I’m programming alongside Jonathon Anslow. Our solo artist is Aedan Chaseling.
Our debut game is a social mobile game called ‘Say What?‘. I won’t go into it here, but it has to do with sending people voice morphed recordings to each other. It’s funny and unique, we’re hoping that will allow it will stand out in the market.
I have another exciting year to enjoy, mostly due to the fact that I’m releasing my first commercial product to the mobile app market. It’s also scary because if it doesn’t get anywhere on the app market, we’re going to have to make the next game on another small budget and probably making something not that great, just to put something out to make money – that’s not what you get into game development for (well, I didn’t). Not to mention sacrificing your lifestyle to fund it.
Anyway, less negativity and more happy thoughts, please!
I have been doing some freelance work on and off while I’ve been working on the company’s game, that’s been alright. We might refocus the company to do freelance work after this game as well if we feel the need.
I’m thinking of putting together some projects in my spare time, either continuing the RTS, or making a Tower Defence, or some physics mechanics for a hover car like in Wipeout and Star Wars: Podracer. Work on the companies game is only going to get busier so I may not even find the time till after its release.
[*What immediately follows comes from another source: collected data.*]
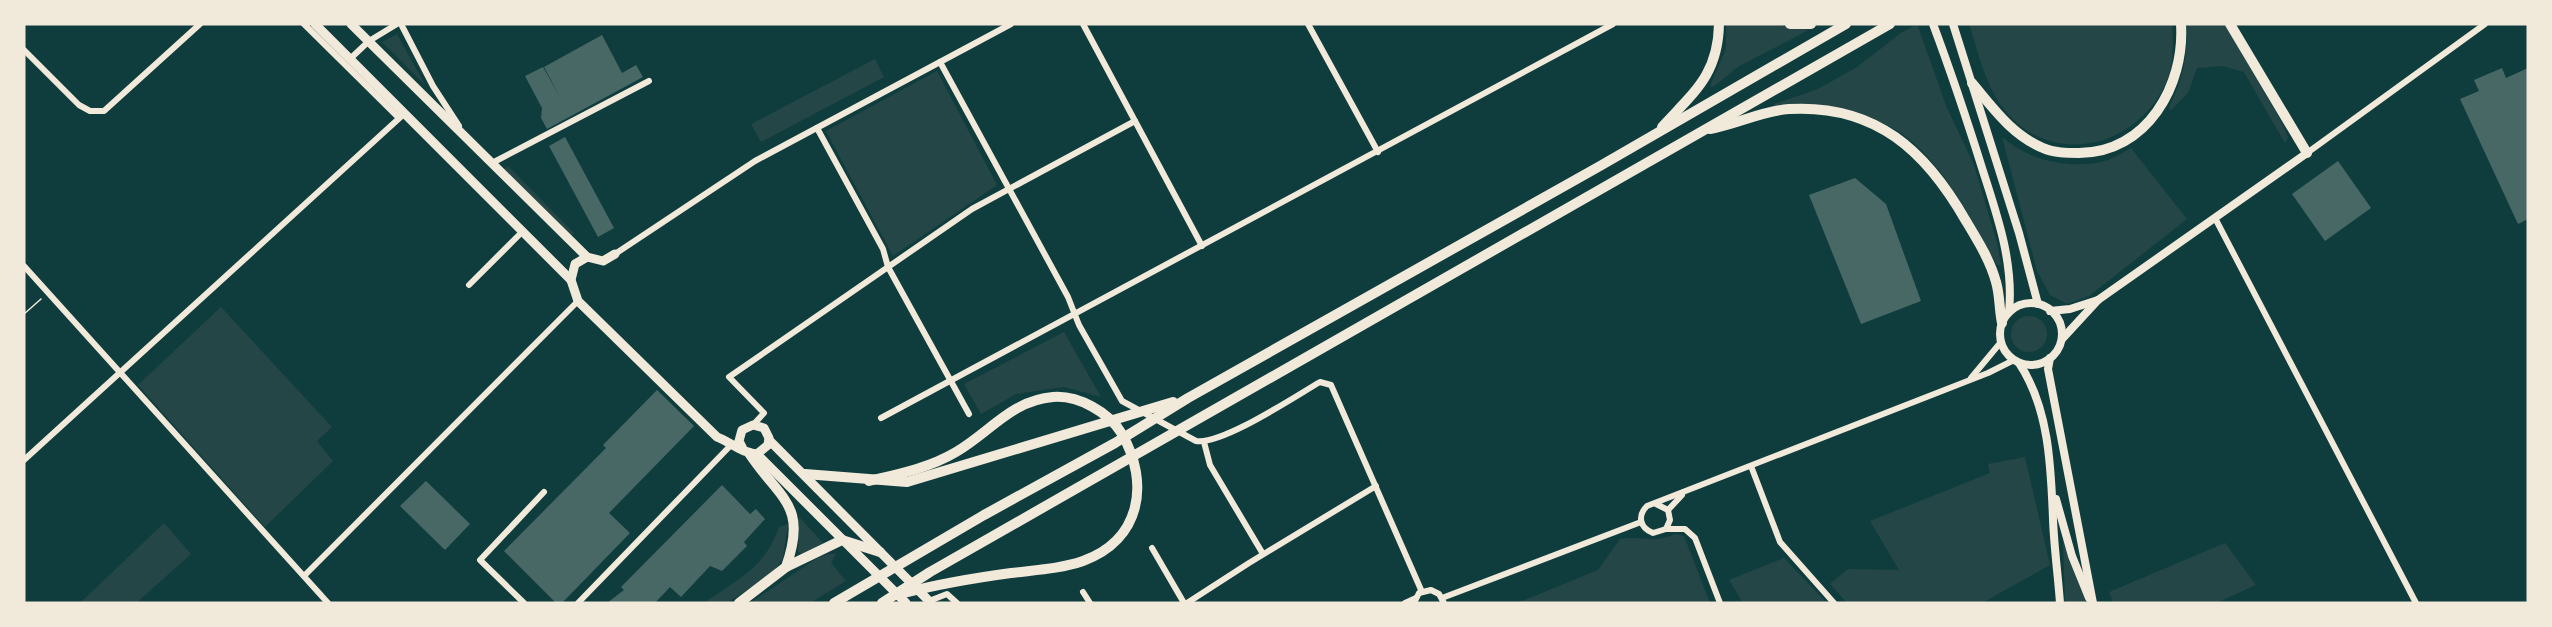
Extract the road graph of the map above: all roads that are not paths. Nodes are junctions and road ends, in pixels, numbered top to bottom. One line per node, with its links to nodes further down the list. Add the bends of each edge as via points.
1 (200, 24): 21 (street, via 104,111 90,111 79,105)
2 (304, 24): 28 (street)
3 (315, 24): 22 (main road)
4 (351, 24): 20 (main road)
5 (399, 24): 20 (street); 26 (street)
6 (1011, 24): 23 (street)
7 (1083, 24): 29 (street)
8 (1308, 24): 34 (street)
9 (1613, 24): 34 (street)
10 (1719, 24): 32 (highway, via 1716,57 1703,83)
11 (1790, 24): 12 (highway)
12 (1811, 24)
13 (1846, 24): 32 (highway)
14 (1890, 24): 31 (highway)
15 (1953, 24): 25 (main road)
16 (2181, 24): 25 (highway, via 2181,59 2170,94 2132,136 2103,150 2061,152 2029,141 2002,119)
17 (2230, 24): 35 (highway)
18 (2485, 24): 35 (street)
19 (1935, 27): 51 (main road, via 2003,237)
20 (369, 41): 22 (street); 27 (main road)
21 (24, 50)
22 (351, 58): 28 (main road)
23 (940, 62): 30 (street); 37 (street)
24 (649, 81): 36 (street)
25 (1972, 83): 49 (main road)
26 (433, 86): 27 (street); 33 (street)
27 (423, 94): 33 (main road)
28 (402, 115): 39 (main road); 58 (street)
29 (1135, 121): 37 (street); 40 (street)
30 (818, 128): 41 (street, via 755,161); 44 (street, via 883,249)
31 (1701, 131): 53 (highway, via 1770,112 1810,109 1851,116 1890,133 1919,155 1947,187 1991,267); 89 (highway, via 1124,460)
32 (1655, 135): 61 (highway)
33 (469, 141): 36 (main road)
34 (1377, 152): 40 (street)
35 (2307, 153): 38 (main road)
36 (492, 163): 42 (main road)
37 (1010, 188): 44 (street, via 972,209); 52 (street)
38 (2215, 218): 47 (main road); 108 (street)
39 (523, 231): 45 (main road); 46 (street)
40 (1202, 246): 52 (street)
41 (615, 254): 42 (main road, via 603,261)
42 (586, 257): 45 (main road, via 575,264)
43 (24, 266): 58 (street)
44 (888, 267): 59 (street); 64 (street, via 729,377 764,413)
45 (571, 280): 48 (main road)
46 (469, 285)
47 (2098, 300): 50 (main road); 54 (main road)
48 (578, 301): 65 (main road, via 717,437); 86 (street)
49 (2038, 304): 50 (main road); 51 (main road, via 2016,306)
50 (2050, 311): 54 (main road)
51 (2009, 312): 53 (main road)
52 (1074, 313): 59 (street); 67 (street, via 1118,395 1128,405)
53 (2002, 323): 55 (main road)
54 (2063, 338): 56 (main road)
55 (2001, 342): 57 (main road); 60 (street)
56 (2050, 358): 57 (main road, via 2035,365); 107 (main road, via 2048,369)
57 (2016, 361): 60 (street); 74 (main road, via 2036,394)
58 (120, 372): 69 (street); 86 (street)
59 (950, 381): 62 (street); 63 (street)
60 (1968, 381): 70 (street)
61 (1188, 398): 72 (highway, via 907,482); 97 (highway)
62 (969, 414)
63 (881, 418)
64 (753, 424): 65 (main road); 66 (main road, via 764,428)
65 (736, 439): 68 (main road); 95 (street)
66 (769, 440): 68 (main road, via 766,449); 71 (main road)
67 (1204, 442): 73 (street, via 1224,436 1320,382 1335,390); 84 (street, via 1210,465)
68 (750, 452): 81 (main road); 85 (highway, via 792,510 794,540)
69 (24, 460)
70 (1751, 466): 76 (street); 105 (street, via 1780,542)
71 (805, 474): 72 (highway); 83 (main road)
72 (869, 481): 89 (highway, via 938,462 1015,408 1053,397 1091,407 1113,422 1133,455 1137,496 1129,522 1112,544 1084,560 1063,566 957,580)
73 (1376, 486): 84 (street); 88 (street)
74 (2054, 490): 106 (main road); 107 (main road, via 2072,556)
75 (544, 492): 94 (street, via 480,560)
76 (1684, 492): 77 (street); 78 (street)
77 (1656, 504): 78 (street); 79 (street, via 1644,509)
78 (1668, 510): 80 (street, via 1670,520)
79 (1641, 522): 80 (street, via 1653,533); 90 (street)
80 (1666, 529): 104 (street, via 1686,529 1695,538)
81 (842, 540): 83 (highway); 85 (highway); 99 (main road)
82 (1152, 548): 102 (street)
83 (880, 552): 92 (main road)
84 (1263, 554): 102 (street)
85 (786, 567): 96 (highway)
86 (305, 575): 93 (street)
87 (1083, 592): 101 (street)
88 (1422, 592): 90 (street, via 1436,591); 91 (street)
89 (895, 596): 98 (highway)
90 (1443, 600)
91 (1415, 601): 103 (street)
92 (930, 602): 100 (street, via 948,594)
93 (328, 603)
94 (524, 603)
95 (579, 603)
96 (739, 603)
97 (834, 603)
98 (882, 603)
99 (906, 603)
100 (957, 603)
101 (1090, 603)
102 (1185, 603)
103 (1405, 603)
104 (1720, 603)
105 (1834, 603)
106 (2060, 603)
107 (2092, 603)
108 (2416, 603)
We’ll see.
My year in a nutshell:
- Quit my IT job.
- Started and finished a post-grad course in management.
- Started a games studio/company with fellow graduates.
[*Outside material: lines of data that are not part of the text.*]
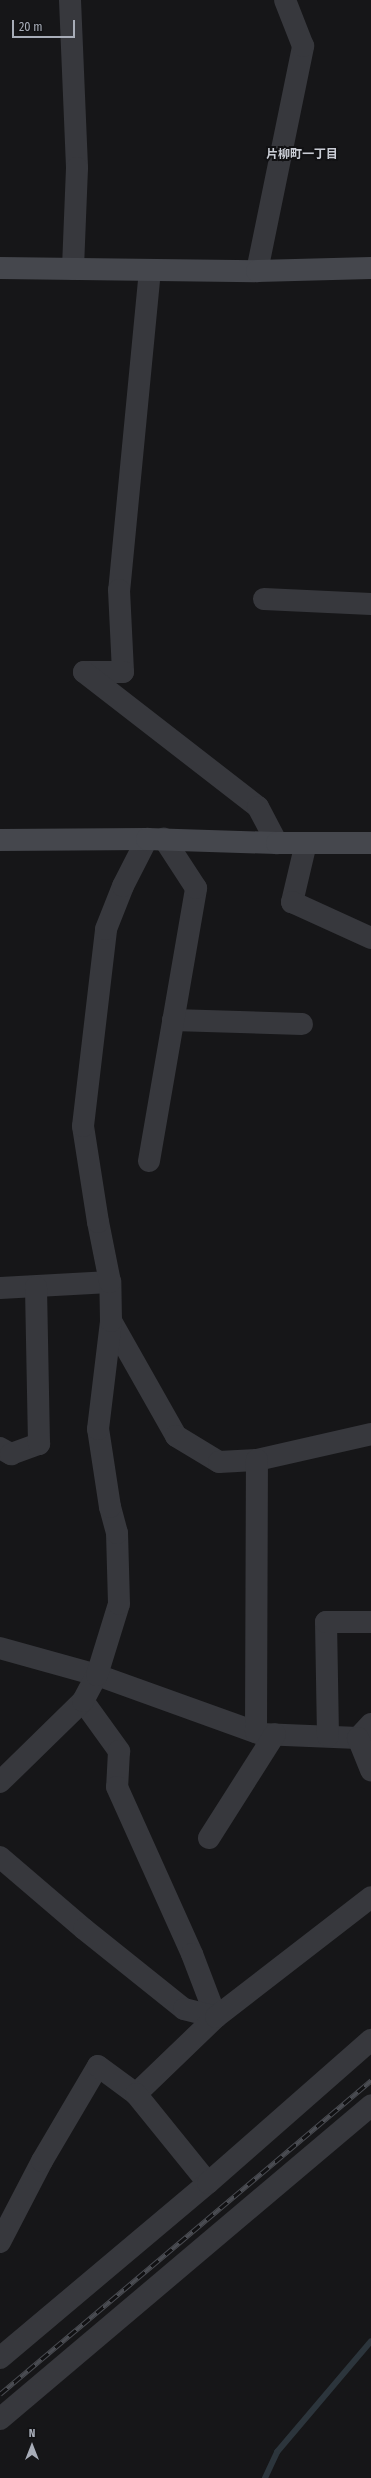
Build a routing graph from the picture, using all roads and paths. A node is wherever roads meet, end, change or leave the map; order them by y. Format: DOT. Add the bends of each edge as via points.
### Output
graph roads {
  1 [pos="70,0"];
  2 [pos="285,0"];
  3 [pos="0,268"];
  4 [pos="371,268"];
  5 [pos="73,269"];
  6 [pos="150,270"];
  7 [pos="257,271"];
  8 [pos="264,599"];
  9 [pos="371,604"];
  10 [pos="156,839"];
  11 [pos="0,840"];
  12 [pos="371,842"];
  13 [pos="277,843"];
  14 [pos="306,843"];
  15 [pos="371,938"];
  16 [pos="173,1020"];
  17 [pos="302,1024"];
  18 [pos="148,1161"];
  19 [pos="110,1282"];
  20 [pos="36,1287"];
  21 [pos="0,1288"];
  22 [pos="111,1320"];
  23 [pos="371,1434"];
  24 [pos="0,1448"];
  25 [pos="257,1460"];
  26 [pos="371,1622"];
  27 [pos="0,1648"];
  28 [pos="97,1675"];
  29 [pos="83,1701"];
  30 [pos="364,1731"];
  31 [pos="266,1733"];
  32 [pos="328,1736"];
  33 [pos="371,1771"];
  34 [pos="0,1782"];
  35 [pos="209,1838"];
  36 [pos="0,1857"];
  37 [pos="371,1897"];
  38 [pos="216,2017"];
  39 [pos="371,2040"];
  40 [pos="136,2094"];
  41 [pos="371,2105"];
  42 [pos="208,2183"];
  43 [pos="0,2242"];
  44 [pos="0,2358"];
  45 [pos="0,2419"];
  1 -- 5 [label="street" via="76,168"];
  2 -- 7 [label="street" via="303,46"];
  3 -- 5 [label="street"];
  4 -- 7 [label="street"];
  5 -- 6 [label="street"];
  6 -- 7 [label="street"];
  6 -- 13 [label="street" via="119,590 123,672 84,672 258,808"];
  8 -- 9 [label="street"];
  10 -- 11 [label="street"];
  10 -- 13 [label="street"];
  10 -- 16 [label="street" via="196,888"];
  10 -- 19 [label="street" via="123,886 106,929 83,1126"];
  12 -- 14 [label="street"];
  13 -- 14 [label="street"];
  14 -- 15 [label="street" via="292,902"];
  16 -- 17 [label="street"];
  16 -- 18 [label="street"];
  19 -- 20 [label="street"];
  19 -- 22 [label="street"];
  20 -- 21 [label="street"];
  20 -- 24 [label="street" via="39,1444 11,1454"];
  22 -- 25 [label="street" via="176,1436 219,1462"];
  22 -- 28 [label="street" via="98,1429 110,1507 118,1533 119,1604"];
  23 -- 25 [label="street"];
  25 -- 31 [label="street"];
  26 -- 32 [label="street" via="326,1622"];
  27 -- 28 [label="street"];
  28 -- 29 [label="street"];
  28 -- 31 [label="street"];
  29 -- 34 [label="street"];
  29 -- 38 [label="street" via="119,1751 117,1788 192,1954"];
  30 -- 32 [label="street"];
  30 -- 33 [label="street"];
  31 -- 32 [label="street"];
  31 -- 35 [label="street"];
  36 -- 38 [label="street" via="84,1929 184,2009"];
  37 -- 38 [label="street"];
  38 -- 40 [label="street"];
  39 -- 42 [label="street"];
  40 -- 42 [label="street"];
  40 -- 43 [label="street" via="98,2066 42,2161"];
  41 -- 45 [label="street"];
  42 -- 44 [label="street"];
}
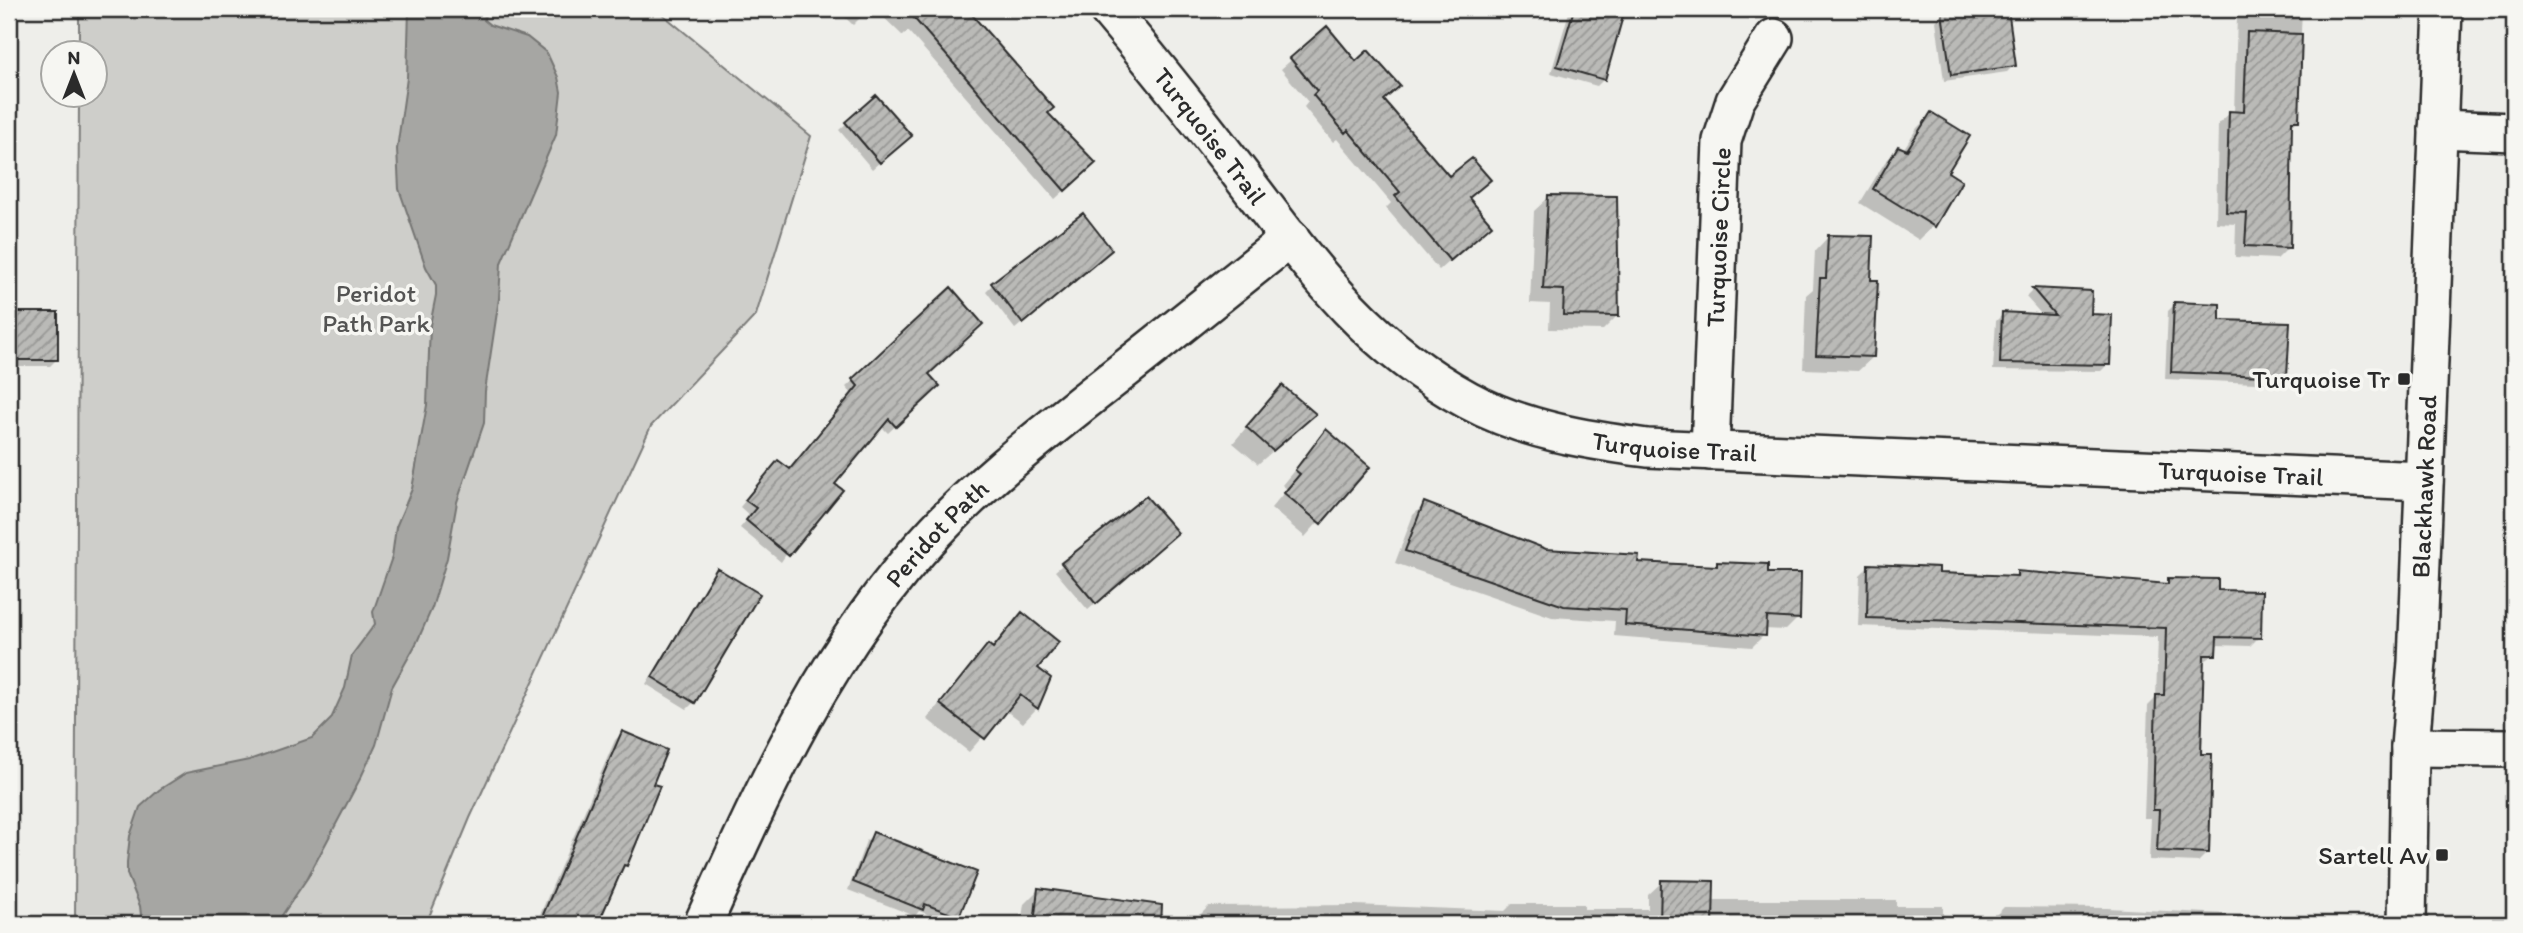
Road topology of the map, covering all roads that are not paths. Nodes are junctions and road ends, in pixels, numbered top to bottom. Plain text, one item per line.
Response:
1 (1108, 9) edge
2 (2443, 9) edge
3 (1774, 38) dead end
4 (2438, 129) junction
5 (2514, 132) edge
6 (1290, 238) junction
7 (1710, 451) junction
8 (2424, 481) junction
9 (2410, 747) junction
10 (2514, 748) edge
11 (703, 924) edge
12 (2407, 924) edge

1 - 6 street, Turquoise Trail
2 - 4 street, Blackhawk Road
3 - 7 street, Turquoise Circle
4 - 5 street
4 - 8 street, Blackhawk Road
6 - 7 street, Turquoise Trail
6 - 11 street, Peridot Path
7 - 8 street, Turquoise Trail
8 - 9 street, Blackhawk Road
9 - 10 street
9 - 12 street, Blackhawk Road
- Almost released our first product to the world.
The post-grad course I graduated from was run by AIE. It was called Incubator. We were in a semi-formal office, with other groups and companies that were making their own products. In our time there we did a Vocation Graduate Diploma of Management (Learning). It took us through researching market/industry trends, prototyping, pitching, production, business automation – a whole lot of very useful stuff. All the while, we were producing our very own product. A huge bonus being in the Incubator was grant money, given by the college. We used this to pay for an accountant to set up our company and for traveling to PAX, in Melbourne (where we showed our game). We also used it for renting our Google cloud server.
It was a great year, nothing really seemed to go bad for me now that I’m looking back on it. I met so many awesome people and made loads of business contacts in Melbourne, attending GCAP and PAX. A representative from a publisher showed great interest in the game, if we have a good soft launch we may be working out a deal with them to really push it in the market.
I haven’t posted here for a while, not about the game or even the company, so expect to see more posts very soon about that. According to the stat tracker, I had over 700 views for the year… that’s a lot more than I expected. Now I’m definitely going to post more often this year!
So, here’s to an even better year!
A quick snap of our 2nd Agile Sprint
Our mentor has been teaching us how to use Agile to its fullest so we can make the most of our time in the office.
We’ve been using the poker cards to number each ‘story’ (the descriptions on the white cards) and break up the stories into smaller tasks.
When we complete all of the sub-tasks of a story, in the next mornings meeting we can move it to the finished section and reflect this update on the ‘burndown’ chart.
Right now we have an impediment with Unity and Perforce (the Version Control software that we are using). There is a plugin that we used to use with Unity 4, it would allow us to make updates/commits within Unity and have no issues merging scenes. The plugin only recently became available for Unity 5, but it’s buggy. We’re in the middle of working through this with their support so we’re using their visual client for the time being, which is great but less time efficient than the plugin.
Back to Agile – it’s great. When you have those days of being unfocused, all you need to do is take a look at the wall to see where you’re up to and keep going. No one wants to reach the end of a sprint with nothing to show!